En el fondo, Aries se pica muchísimo por quedar el primero, por querer ser el mejor y por sobresalir entre los demás. Esto no parece ser un problema en realidad. Pero se convierte en un verdadero problema cuando pasa de ser una necesidad. Ahí es cuando Aries convierte ser el primero en todo en su gran obsesión.

Aries tiene la costumbre de ser una persona bastante autoritaria, de liderar cualquier tipo de situación y de conflicto. Y la verdad es que esto es algo que se le da bastante bien. Lo convierte en una obsesión muy poco sana cuando es capaz de hacer cualquier cosa para ser el mejor. No es que a Aries le guste hacer daño a los demás, pero por la competición, puede llegar a ser un peligroso.
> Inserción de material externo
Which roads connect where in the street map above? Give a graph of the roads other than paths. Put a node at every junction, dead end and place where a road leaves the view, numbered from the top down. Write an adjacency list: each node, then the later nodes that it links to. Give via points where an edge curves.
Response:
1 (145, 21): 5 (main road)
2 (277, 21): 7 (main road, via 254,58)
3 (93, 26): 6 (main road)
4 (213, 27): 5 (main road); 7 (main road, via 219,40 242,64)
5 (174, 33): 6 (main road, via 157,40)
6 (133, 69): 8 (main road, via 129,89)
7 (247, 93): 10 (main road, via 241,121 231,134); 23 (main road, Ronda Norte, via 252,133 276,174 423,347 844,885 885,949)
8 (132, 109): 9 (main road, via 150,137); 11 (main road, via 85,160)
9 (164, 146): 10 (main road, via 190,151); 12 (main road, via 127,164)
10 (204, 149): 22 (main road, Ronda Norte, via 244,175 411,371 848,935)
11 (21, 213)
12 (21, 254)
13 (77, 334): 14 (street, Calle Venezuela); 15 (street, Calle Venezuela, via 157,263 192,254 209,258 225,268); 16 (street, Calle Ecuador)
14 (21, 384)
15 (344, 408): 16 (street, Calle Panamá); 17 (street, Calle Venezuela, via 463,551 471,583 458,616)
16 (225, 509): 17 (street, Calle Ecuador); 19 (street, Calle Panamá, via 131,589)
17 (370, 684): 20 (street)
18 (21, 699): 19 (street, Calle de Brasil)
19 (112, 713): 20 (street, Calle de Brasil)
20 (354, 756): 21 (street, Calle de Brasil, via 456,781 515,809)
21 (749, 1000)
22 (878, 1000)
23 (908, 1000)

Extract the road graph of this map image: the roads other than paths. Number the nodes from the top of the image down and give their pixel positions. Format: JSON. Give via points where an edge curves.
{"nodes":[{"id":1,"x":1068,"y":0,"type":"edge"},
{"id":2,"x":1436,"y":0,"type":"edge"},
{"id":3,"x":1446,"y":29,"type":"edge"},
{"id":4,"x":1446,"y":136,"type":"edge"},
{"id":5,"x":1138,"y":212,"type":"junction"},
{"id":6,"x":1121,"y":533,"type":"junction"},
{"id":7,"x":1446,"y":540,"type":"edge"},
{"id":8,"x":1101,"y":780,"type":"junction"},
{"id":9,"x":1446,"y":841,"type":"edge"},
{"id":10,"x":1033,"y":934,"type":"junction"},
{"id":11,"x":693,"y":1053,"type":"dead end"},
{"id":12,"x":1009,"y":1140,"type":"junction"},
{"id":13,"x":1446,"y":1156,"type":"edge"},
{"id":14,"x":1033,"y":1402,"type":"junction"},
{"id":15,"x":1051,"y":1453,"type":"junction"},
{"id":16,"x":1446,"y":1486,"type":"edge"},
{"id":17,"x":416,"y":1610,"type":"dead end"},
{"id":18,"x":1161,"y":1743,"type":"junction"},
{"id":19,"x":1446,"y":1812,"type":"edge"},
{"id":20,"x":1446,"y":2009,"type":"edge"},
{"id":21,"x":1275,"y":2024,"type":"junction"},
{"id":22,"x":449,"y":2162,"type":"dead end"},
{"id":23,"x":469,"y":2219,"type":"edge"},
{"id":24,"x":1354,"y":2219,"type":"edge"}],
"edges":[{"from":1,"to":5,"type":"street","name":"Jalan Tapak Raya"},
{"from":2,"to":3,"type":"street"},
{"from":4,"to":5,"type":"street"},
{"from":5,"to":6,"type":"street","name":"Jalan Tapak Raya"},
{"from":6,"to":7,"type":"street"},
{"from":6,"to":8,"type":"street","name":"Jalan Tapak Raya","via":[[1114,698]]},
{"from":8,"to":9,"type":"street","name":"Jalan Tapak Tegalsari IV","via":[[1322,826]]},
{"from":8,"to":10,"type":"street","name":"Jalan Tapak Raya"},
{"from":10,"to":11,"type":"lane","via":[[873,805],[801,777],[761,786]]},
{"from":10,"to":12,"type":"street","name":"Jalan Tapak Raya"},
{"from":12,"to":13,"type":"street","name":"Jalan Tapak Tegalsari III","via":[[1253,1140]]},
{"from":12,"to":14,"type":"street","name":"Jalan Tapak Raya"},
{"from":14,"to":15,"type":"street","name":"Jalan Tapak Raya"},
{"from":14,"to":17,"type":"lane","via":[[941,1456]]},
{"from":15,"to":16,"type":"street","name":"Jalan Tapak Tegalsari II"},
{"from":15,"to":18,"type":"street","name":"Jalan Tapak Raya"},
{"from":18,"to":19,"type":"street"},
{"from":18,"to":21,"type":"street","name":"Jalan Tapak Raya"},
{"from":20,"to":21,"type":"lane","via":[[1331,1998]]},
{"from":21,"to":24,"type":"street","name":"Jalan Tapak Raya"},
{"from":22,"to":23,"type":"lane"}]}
Jamás va a pisar a nadie, pero si ve que su contrincante le está empezando a pisar los talones o si ve que la victoria se le desvanece de las manos, ahí saca su furia. No se da cuenta, pero muchas veces por ser así, Aries puede llegar a perder a mucha gente que le quiere y que realmente se preocupa por él. Se obsesiona tanto por ser el mejor que se olvida de otras cosas importantes como pueden ser sus relaciones. Pero es cierto que, gracias a esa obsesión, Aries ha conseguido llegar tan lejos hasta donde está hoy en día y sabe que sin ella no tendría la mitad de las cosas que tiene ahora mismo en su vida.

A fin de cuentas, Aries está orgulloso de ser quién es, con sus defectos y con sus virtudes.